The function decorated with @hydraflow.main must accept two parameters:

  1. run: The current run object of type mlflow.entities.Run, which can be used to access run information and log additional metrics or artifacts.

  2. cfg: The configuration object containing all parameters, populated from Hydra's configuration system and command-line overrides.

Type Annotations

The cfg parameter should be annotated with your configuration class for type checking and IDE auto-completion. This is particularly useful when working with complex configurations:

@dataclass
class TrainingConfig:
    learning_rate: float
    batch_size: int

@dataclass
class DataConfig:
    path: str
    validation_split: float

@dataclass
class Config:
    training: TrainingConfig
    data: DataConfig
    seed: int = 42

@hydraflow.main(Config)
def train(run: Run, cfg: Config) -> None:
    # Type-checked access to nested configuration
    lr = cfg.training.learning_rate
    data_path = cfg.data.path

    # Your training code here

Using MLflow APIs

Within a function decorated with @hydraflow.main, you have access to standard MLflow logging functions:

import mlflow

@hydraflow.main(Config)
def train(run: Run, cfg: Config) -> None:
    # Log metrics
    mlflow.log_metric("accuracy", 0.95)

    # Log a set of metrics
    mlflow.log_metrics({
        "precision": 0.92,
        "recall": 0.89,
        "f1_score": 0.90
    })

    # Log artifacts
    mlflow.log_artifact("model.pkl")

    # Log parameters not included in the config
    mlflow.log_param("custom_param", "value")
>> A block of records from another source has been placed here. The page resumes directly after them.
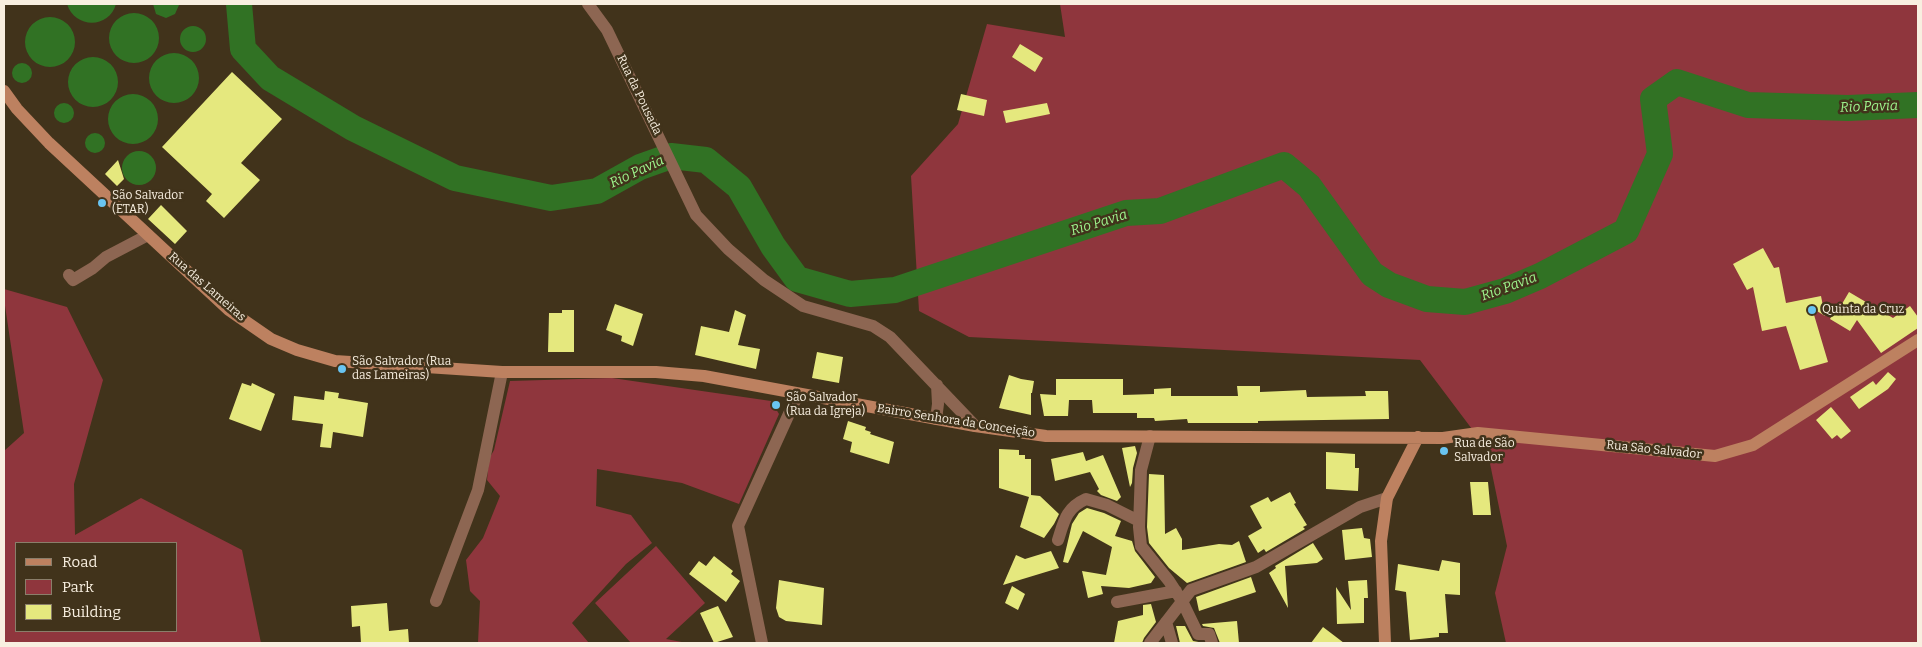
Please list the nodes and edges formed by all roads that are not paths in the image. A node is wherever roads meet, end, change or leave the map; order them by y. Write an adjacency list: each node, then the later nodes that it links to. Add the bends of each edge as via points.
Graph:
1 (588, 4): 8 (street, Rua da Pousada, via 608,30 696,215 764,280 803,306 873,326 890,336)
2 (4, 91): 3 (street, Rua das Lameiras, via 49,143)
3 (148, 235): 4 (street, via 73,280); 6 (street, Rua das Lameiras, via 229,310 271,339 297,350 344,362)
4 (69, 275)
5 (1918, 340): 13 (street, Rua São Salvador, via 1753,445 1714,456 1478,433 1443,438)
6 (502, 372): 7 (street, Rua das Lameiras); 18 (street, via 478,490)
7 (586, 372): 9 (street, Bairro Senhora da Conceição, via 704,376)
8 (937, 385): 10 (street); 11 (street, Rua da Pousada)
9 (798, 394): 10 (street, Bairro Senhora da Conceição); 21 (street, via 738,526)
10 (936, 418): 11 (street, Bairro Senhora da Conceição)
11 (975, 426): 12 (street, Bairro Senhora da Conceição, via 1046,436)
12 (1150, 436): 13 (street, Bairro Senhora da Conceição); 15 (street, via 1141,470)
13 (1418, 437): 14 (street)
14 (1387, 498): 17 (street, via 1360,507 1256,567); 25 (street, via 1381,541)
15 (1139, 521): 16 (street, via 1107,505 1086,499 1068,513); 17 (street, via 1141,546)
16 (1058, 540)
17 (1179, 596): 19 (street); 20 (street); 24 (street, via 1198,634 1209,634)
18 (436, 601)
19 (1117, 602)
20 (1166, 622): 22 (street); 23 (street)
21 (762, 643)
22 (1150, 643)
23 (1172, 643)
24 (1212, 643)
25 (1385, 643)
Run Identification and Reuse

One of HydraFlow's key features is automatic run identification and reuse. By default, if a run with the same configuration already exists within an experiment, HydraFlow will reuse that existing run instead of creating a new one.

This behavior is particularly valuable in computation clusters where preemption (forced termination by the system) can occur. If your job is preempted before completion, you can simply restart it, and HydraFlow will automatically continue with the existing run, allowing you to resume from checkpoints.

from pathlib import Path

@hydraflow.main(Config)
def train(run: Run, cfg: Config) -> None:
    # If this exact configuration was run before but interrupted,
    # the same Run object will be reused
    checkpoint_path = Path("checkpoint.pt")

    if checkpoint_path.exists():
        print(f"Resuming from checkpoint in run: {run.info.run_id}")
        # Load checkpoint and continue training
    else:
        print(f"Starting new training in run: {run.info.run_id}")
        # Start training from scratch

This default behavior improves efficiency by:

  • Avoiding duplicate experiments with identical configurations
  • Enabling graceful recovery from system interruptions
  • Reducing wasted computation when jobs are preempted
  • Supporting iterative development with checkpointing

Automatic Skipping of Completed Runs

HydraFlow automatically skips runs that have already completed successfully. This is especially valuable in environments where jobs are automatically restarted after preemption. Without requiring any additional configuration, HydraFlow will:

  1. Identify already completed runs with the same configuration
  2. Skip re-execution of those runs
  3. Proceed only with runs that were interrupted or not yet executed
@hydraflow.main(Config)
def train(run: Run, cfg: Config) -> None:
    # If this configuration was already successfully run before,
    # the function won't even be called - HydraFlow automatically
    # skips it and returns immediately

    print(f"This run is either new or was previously interrupted: {run.info.run_id}")
    # Your training code here

This automatic skipping behavior:

  • Prevents redundant computation in multi-job or batch scenarios
  • Handles preemption recovery efficiently in cluster environments
  • Reduces resource usage by avoiding unnecessary re-execution
  • Works seamlessly without requiring explicit handling in your code

Advanced Features

The hydraflow.main decorator supports several keyword arguments that enhance its functionality. All these options are set to False by default and must be explicitly enabled when needed:

Working Directory Management (chdir)

Control whether the working directory changes to the run's artifact directory:

Change the current working directory to the run's artifact directory during execution:

@hydraflow.main(Config, chdir=True)
def train(run: Run, cfg: Config) -> None:
    # Working directory is now the run's artifact directory
    # Useful for relative path references
    with open("results.txt", "w") as f:
        f.write("Results will be saved as an artifact in the run")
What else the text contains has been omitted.